Recent change to Xprint/attributes.c breaks build

Adam Jackson ajax at nwnk.net
Tue May 3 10:42:28 PDT 2005


On Tuesday 03 May 2005 12:59, Kean Johnston wrote:
> > pread() is Unix98, not POSIX.
> >
> > It's perfectly possible to emulate pread:
> >
> > off_t saved = lseek(fd, 0, SEEK_CUR);
> > lseek(fd, offset, SEEK_SET);
> > read(fd, buf, count);
> > lseek(fd, saved, SEEK_SET);
> >
> > Granted it's a few more system calls and it's not reentrant, but it
> > works.  I would suggest that we add this to os-support/, since it's easy
> > to emulate and part of a relatively well-adopted standard.
>
> And to make it re-entrant-ish you could add a few more calls around the
> above code to lock byte 0 of the file while you're doing the pread()
> to ensure that another process (not thread) doesn't come behind you
> and change the offset.

I thought fd state was per-process and not global.  That'll still work of 
course, except on systems where we don't have posix locking semantics (mingw 
only I think).  But it's moot as long as the server is single-threaded.

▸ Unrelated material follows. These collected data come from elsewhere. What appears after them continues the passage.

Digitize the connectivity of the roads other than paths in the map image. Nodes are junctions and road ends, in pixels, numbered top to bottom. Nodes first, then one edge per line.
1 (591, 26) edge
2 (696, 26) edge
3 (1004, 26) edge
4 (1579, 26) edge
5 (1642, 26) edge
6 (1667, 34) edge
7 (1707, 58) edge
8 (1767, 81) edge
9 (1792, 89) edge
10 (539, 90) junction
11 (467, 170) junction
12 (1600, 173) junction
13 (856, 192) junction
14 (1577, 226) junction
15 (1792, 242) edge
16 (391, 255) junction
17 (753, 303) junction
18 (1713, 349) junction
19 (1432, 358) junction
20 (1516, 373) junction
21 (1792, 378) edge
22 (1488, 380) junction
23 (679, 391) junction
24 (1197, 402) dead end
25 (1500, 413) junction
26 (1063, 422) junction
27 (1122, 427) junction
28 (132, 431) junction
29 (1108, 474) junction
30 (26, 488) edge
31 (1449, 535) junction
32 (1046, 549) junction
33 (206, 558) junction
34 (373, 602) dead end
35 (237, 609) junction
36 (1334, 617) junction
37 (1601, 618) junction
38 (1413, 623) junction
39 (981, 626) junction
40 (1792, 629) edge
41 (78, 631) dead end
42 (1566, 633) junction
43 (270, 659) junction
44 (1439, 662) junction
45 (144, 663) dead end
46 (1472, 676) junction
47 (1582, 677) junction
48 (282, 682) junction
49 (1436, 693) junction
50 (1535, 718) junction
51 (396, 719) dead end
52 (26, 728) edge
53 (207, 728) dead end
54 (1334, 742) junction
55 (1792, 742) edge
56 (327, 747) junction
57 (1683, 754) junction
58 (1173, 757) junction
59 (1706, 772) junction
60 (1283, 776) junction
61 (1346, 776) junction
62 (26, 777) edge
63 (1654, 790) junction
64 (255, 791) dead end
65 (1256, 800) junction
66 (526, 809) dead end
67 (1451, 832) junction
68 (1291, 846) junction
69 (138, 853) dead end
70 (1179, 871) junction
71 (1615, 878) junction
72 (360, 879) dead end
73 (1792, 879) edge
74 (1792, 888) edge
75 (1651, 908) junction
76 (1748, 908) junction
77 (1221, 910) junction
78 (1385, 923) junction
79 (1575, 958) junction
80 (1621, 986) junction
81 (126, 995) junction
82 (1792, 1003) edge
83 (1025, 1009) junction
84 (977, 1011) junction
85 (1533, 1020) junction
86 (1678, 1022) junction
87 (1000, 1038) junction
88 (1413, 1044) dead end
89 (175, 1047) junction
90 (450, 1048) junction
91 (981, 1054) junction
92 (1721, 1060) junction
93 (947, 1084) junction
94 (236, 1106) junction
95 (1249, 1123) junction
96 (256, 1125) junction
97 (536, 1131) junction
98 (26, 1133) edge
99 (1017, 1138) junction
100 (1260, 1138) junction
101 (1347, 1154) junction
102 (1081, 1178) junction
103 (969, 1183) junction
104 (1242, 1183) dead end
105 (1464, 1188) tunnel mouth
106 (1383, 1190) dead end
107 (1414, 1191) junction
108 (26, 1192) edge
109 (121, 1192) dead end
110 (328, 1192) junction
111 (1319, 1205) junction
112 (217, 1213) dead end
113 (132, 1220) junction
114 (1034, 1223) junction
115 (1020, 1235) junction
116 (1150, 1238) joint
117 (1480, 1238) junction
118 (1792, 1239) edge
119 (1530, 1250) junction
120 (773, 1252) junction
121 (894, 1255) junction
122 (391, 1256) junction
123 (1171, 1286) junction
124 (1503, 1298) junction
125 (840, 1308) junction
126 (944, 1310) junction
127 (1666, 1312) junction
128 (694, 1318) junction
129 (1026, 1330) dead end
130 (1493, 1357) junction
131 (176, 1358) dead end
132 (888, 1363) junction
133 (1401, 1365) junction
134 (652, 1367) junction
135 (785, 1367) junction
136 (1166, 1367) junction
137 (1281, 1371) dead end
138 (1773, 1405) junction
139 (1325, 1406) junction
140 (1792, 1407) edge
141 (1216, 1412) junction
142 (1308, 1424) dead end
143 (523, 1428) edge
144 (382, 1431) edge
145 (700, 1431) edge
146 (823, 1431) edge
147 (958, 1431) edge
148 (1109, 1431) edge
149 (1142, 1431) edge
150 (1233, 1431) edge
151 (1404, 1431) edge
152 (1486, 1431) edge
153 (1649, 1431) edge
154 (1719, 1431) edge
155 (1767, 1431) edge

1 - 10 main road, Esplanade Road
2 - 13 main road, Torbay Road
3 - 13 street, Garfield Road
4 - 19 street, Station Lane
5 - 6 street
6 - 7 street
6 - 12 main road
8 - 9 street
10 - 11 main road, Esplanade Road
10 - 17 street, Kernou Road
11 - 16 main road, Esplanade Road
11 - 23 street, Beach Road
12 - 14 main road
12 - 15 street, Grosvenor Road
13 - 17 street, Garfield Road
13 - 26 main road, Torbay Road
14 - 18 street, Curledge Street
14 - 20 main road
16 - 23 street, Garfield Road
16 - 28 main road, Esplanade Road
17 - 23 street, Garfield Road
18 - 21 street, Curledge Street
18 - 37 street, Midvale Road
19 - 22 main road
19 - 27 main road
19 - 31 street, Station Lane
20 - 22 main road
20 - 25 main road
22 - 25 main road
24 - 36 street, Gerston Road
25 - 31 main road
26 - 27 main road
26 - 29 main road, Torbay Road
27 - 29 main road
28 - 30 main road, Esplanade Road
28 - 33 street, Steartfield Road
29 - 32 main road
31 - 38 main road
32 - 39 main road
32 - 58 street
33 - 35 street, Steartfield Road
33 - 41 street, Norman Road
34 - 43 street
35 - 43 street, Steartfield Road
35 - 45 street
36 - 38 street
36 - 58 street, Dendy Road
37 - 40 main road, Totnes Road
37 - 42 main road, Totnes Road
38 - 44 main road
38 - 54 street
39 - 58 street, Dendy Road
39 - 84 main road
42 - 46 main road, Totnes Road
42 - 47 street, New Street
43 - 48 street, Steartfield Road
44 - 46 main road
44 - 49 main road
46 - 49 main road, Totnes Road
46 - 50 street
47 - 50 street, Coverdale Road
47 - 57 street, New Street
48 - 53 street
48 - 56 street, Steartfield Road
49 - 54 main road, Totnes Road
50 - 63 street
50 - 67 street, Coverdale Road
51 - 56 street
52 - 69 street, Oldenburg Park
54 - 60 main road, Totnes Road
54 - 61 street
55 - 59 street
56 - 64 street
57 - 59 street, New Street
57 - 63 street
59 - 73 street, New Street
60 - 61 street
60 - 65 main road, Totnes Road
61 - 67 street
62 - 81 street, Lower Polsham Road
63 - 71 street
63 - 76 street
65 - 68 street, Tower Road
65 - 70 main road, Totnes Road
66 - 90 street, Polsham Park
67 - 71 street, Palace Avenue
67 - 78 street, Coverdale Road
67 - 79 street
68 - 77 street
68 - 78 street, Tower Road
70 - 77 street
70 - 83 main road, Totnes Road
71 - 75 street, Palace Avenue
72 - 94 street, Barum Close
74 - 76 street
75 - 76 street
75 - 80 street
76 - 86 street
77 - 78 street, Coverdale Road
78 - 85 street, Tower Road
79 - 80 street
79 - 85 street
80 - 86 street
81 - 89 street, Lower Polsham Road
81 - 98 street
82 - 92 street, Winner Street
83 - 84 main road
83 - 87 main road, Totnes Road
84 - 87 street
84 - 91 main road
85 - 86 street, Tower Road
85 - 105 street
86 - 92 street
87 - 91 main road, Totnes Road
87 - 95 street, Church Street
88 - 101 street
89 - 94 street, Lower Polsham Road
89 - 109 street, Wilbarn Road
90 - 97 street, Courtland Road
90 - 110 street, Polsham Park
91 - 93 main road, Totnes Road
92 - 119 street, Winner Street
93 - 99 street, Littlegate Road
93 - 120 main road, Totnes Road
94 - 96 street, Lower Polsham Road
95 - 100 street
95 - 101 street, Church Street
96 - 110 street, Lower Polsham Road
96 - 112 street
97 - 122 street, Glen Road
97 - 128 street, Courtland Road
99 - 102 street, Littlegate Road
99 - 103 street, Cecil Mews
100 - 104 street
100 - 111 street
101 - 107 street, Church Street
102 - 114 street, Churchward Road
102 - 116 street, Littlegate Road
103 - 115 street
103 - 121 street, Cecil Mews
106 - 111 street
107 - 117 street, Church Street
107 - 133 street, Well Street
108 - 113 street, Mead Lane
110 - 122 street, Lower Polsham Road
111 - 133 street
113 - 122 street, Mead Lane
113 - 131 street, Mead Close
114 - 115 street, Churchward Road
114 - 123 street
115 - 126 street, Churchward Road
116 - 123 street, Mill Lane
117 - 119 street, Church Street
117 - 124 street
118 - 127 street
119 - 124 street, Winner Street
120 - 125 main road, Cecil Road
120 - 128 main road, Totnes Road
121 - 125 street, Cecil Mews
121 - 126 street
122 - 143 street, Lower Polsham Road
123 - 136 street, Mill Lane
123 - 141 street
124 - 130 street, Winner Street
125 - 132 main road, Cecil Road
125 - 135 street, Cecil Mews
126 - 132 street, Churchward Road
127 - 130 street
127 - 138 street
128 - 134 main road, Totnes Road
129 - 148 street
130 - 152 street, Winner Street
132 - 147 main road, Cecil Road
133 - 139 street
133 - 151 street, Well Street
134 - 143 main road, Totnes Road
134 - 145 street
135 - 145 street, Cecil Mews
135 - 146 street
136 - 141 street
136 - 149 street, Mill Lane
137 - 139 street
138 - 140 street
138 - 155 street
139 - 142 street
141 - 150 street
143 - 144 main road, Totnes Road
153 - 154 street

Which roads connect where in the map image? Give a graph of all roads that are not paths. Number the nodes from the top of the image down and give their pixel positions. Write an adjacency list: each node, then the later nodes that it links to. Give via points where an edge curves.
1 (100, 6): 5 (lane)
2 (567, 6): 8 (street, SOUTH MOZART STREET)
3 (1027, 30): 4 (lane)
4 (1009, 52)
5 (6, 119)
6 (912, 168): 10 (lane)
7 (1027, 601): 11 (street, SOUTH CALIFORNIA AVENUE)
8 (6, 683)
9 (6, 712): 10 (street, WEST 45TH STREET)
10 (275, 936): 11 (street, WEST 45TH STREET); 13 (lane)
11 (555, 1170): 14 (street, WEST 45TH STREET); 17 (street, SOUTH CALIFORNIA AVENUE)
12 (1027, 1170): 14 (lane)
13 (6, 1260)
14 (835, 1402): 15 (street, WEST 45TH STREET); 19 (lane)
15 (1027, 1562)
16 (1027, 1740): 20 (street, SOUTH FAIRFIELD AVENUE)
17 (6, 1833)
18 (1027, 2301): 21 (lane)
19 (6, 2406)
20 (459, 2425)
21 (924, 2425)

> I certainly don't mind adding it to the os-support layer, its not
> a big deal. Just want to make sure that the decision to make X.org
> depend on a Unix98 environment was the intended effect. I think there
> are still a fair number of Unix95 systems out there, but I may be
> mistaken. My UNIX-world view has been a bit narrow in recent years.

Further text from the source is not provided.